TASK REQUIREMENTS: Give back each entry verbatim.
────────────────
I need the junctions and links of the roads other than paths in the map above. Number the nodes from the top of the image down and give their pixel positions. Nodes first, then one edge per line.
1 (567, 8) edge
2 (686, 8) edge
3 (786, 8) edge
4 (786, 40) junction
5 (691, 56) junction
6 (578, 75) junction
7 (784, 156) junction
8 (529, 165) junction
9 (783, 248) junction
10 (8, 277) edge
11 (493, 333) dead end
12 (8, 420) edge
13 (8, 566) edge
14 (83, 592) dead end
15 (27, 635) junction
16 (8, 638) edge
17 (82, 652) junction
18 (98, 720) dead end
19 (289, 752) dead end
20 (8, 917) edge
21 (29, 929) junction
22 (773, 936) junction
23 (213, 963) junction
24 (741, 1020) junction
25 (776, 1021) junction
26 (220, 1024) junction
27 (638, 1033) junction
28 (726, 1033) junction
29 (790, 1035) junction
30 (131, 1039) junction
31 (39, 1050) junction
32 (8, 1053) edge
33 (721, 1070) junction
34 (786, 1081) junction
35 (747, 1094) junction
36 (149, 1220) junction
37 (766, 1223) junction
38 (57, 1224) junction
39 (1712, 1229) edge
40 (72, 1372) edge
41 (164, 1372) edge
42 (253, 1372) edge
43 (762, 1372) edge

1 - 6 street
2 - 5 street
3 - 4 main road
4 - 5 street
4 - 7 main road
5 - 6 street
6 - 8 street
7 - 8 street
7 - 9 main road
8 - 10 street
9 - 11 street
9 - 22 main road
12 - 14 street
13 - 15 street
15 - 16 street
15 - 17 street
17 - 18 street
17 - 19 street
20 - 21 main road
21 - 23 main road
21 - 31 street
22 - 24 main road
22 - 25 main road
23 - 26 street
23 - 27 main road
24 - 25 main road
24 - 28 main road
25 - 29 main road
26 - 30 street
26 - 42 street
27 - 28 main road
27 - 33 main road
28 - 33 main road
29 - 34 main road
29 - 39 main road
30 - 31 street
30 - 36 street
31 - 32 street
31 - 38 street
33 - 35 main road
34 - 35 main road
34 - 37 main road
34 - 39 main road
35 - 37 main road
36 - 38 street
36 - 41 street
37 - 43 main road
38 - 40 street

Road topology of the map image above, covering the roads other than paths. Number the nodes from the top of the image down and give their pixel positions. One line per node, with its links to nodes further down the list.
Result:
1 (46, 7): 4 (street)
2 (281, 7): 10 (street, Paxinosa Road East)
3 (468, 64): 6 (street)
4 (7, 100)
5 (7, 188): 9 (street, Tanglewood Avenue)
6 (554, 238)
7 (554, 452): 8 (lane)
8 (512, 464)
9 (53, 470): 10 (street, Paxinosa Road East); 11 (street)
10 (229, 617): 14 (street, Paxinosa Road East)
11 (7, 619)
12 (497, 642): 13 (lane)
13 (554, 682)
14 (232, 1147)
────────────────
FINAL ANSWER:
I need the junctions and links of the roads other than paths in the map above. Number the nodes from the top of the image down and give their pixel positions. Nodes first, then one edge per line.
1 (567, 8) edge
2 (686, 8) edge
3 (786, 8) edge
4 (786, 40) junction
5 (691, 56) junction
6 (578, 75) junction
7 (784, 156) junction
8 (529, 165) junction
9 (783, 248) junction
10 (8, 277) edge
11 (493, 333) dead end
12 (8, 420) edge
13 (8, 566) edge
14 (83, 592) dead end
15 (27, 635) junction
16 (8, 638) edge
17 (82, 652) junction
18 (98, 720) dead end
19 (289, 752) dead end
20 (8, 917) edge
21 (29, 929) junction
22 (773, 936) junction
23 (213, 963) junction
24 (741, 1020) junction
25 (776, 1021) junction
26 (220, 1024) junction
27 (638, 1033) junction
28 (726, 1033) junction
29 (790, 1035) junction
30 (131, 1039) junction
31 (39, 1050) junction
32 (8, 1053) edge
33 (721, 1070) junction
34 (786, 1081) junction
35 (747, 1094) junction
36 (149, 1220) junction
37 (766, 1223) junction
38 (57, 1224) junction
39 (1712, 1229) edge
40 (72, 1372) edge
41 (164, 1372) edge
42 (253, 1372) edge
43 (762, 1372) edge

1 - 6 street
2 - 5 street
3 - 4 main road
4 - 5 street
4 - 7 main road
5 - 6 street
6 - 8 street
7 - 8 street
7 - 9 main road
8 - 10 street
9 - 11 street
9 - 22 main road
12 - 14 street
13 - 15 street
15 - 16 street
15 - 17 street
17 - 18 street
17 - 19 street
20 - 21 main road
21 - 23 main road
21 - 31 street
22 - 24 main road
22 - 25 main road
23 - 26 street
23 - 27 main road
24 - 25 main road
24 - 28 main road
25 - 29 main road
26 - 30 street
26 - 42 street
27 - 28 main road
27 - 33 main road
28 - 33 main road
29 - 34 main road
29 - 39 main road
30 - 31 street
30 - 36 street
31 - 32 street
31 - 38 street
33 - 35 main road
34 - 35 main road
34 - 37 main road
34 - 39 main road
35 - 37 main road
36 - 38 street
36 - 41 street
37 - 43 main road
38 - 40 street

Road topology of the map image above, covering the roads other than paths. Number the nodes from the top of the image down and give their pixel positions. One line per node, with its links to nodes further down the list.
Result:
1 (46, 7): 4 (street)
2 (281, 7): 10 (street, Paxinosa Road East)
3 (468, 64): 6 (street)
4 (7, 100)
5 (7, 188): 9 (street, Tanglewood Avenue)
6 (554, 238)
7 (554, 452): 8 (lane)
8 (512, 464)
9 (53, 470): 10 (street, Paxinosa Road East); 11 (street)
10 (229, 617): 14 (street, Paxinosa Road East)
11 (7, 619)
12 (497, 642): 13 (lane)
13 (554, 682)
14 (232, 1147)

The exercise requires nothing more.